What is beyond event data?
When Data Events are iron, Activities are your steel-building parts.
Activities are the missing business layer for your event data.
Yes, there was a time when digital analytics data was just pageviews, and it was fine since each click caused a new page loading— a simple and straightforward system. But we moved on. Websites to use asynchronous requests (so no page loads after clicks), mobile apps with in-app interactions, backend processes with emitting events, streaming queues, and webhooks. Not so simple and straightforward anymore.
My analytics Eureka moment was when I discovered tracking events with Kissmetrics. It was before Google Analytics introduced them. And I was immediately hooked. Defining explicit events when something explicit has happened was simple again. Someone submits a form, and I send an event “Form submitted.”

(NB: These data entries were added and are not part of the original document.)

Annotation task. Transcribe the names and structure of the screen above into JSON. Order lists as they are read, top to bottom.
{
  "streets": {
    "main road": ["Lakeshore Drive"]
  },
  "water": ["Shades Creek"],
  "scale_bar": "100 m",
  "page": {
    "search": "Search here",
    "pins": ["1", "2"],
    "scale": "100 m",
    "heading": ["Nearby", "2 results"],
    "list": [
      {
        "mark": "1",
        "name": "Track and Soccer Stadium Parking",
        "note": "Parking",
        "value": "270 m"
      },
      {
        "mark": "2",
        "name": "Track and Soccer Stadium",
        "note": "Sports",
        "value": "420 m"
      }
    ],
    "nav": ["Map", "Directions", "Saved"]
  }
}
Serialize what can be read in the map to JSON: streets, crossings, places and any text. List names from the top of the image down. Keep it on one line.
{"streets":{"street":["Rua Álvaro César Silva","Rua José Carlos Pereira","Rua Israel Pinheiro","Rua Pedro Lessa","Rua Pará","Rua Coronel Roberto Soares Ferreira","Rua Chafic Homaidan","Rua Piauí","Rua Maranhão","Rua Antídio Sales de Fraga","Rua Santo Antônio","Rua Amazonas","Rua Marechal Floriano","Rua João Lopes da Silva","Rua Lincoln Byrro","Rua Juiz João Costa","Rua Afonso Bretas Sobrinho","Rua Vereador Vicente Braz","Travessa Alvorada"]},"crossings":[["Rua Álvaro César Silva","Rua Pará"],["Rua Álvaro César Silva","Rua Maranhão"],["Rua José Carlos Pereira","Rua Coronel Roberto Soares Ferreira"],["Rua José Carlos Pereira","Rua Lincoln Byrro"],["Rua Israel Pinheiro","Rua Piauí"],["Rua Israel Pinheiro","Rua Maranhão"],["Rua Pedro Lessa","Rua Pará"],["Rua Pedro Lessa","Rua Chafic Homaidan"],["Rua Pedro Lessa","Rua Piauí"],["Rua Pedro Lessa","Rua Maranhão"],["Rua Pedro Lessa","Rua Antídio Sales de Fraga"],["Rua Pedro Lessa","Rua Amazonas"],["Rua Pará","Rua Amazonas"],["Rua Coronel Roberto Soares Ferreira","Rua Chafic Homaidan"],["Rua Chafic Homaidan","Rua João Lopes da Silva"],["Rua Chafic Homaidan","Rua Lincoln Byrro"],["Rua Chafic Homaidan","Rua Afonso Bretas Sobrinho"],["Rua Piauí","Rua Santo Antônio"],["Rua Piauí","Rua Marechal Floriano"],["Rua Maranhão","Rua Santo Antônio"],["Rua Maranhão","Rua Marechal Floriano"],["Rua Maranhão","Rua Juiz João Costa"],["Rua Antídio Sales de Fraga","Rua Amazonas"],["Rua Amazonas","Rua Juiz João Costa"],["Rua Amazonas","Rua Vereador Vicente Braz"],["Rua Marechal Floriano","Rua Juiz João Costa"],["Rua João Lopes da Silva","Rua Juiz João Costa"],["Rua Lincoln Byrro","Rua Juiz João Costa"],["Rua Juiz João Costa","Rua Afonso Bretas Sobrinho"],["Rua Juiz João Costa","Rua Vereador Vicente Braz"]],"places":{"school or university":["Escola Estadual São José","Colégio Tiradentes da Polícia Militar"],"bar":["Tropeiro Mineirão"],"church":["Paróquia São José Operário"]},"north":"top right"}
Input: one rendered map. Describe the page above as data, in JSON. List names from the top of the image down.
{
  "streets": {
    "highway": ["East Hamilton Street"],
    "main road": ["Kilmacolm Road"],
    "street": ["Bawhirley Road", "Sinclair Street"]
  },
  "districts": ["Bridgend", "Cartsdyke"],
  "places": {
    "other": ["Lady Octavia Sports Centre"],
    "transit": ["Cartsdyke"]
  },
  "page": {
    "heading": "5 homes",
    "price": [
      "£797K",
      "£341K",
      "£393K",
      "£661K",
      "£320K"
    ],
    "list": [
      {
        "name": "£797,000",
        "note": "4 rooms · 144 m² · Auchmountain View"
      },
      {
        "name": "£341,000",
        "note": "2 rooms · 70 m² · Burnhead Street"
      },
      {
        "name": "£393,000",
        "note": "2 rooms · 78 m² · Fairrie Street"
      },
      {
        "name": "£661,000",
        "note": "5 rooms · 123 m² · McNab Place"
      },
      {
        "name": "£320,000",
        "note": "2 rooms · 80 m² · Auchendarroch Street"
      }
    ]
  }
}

Events became my first-class citizen in all my tracking setups. Pageviews became secondary. And with the new breed of analytics products like Amplitude, Mixpanel, or Segment, custom events became the standard.
I call them custom events here since events in the old (now sunsetted) Google Analytics or in Piwik Pro have a fixed structure of what kind of context information I can send with them. A proper event for me has no limitations.
What is an event in data?
As just pointed out, even in analytics, there are different forms of an event. So let’s dissect this a little bit so we have a shared understanding of which is important for the next steps.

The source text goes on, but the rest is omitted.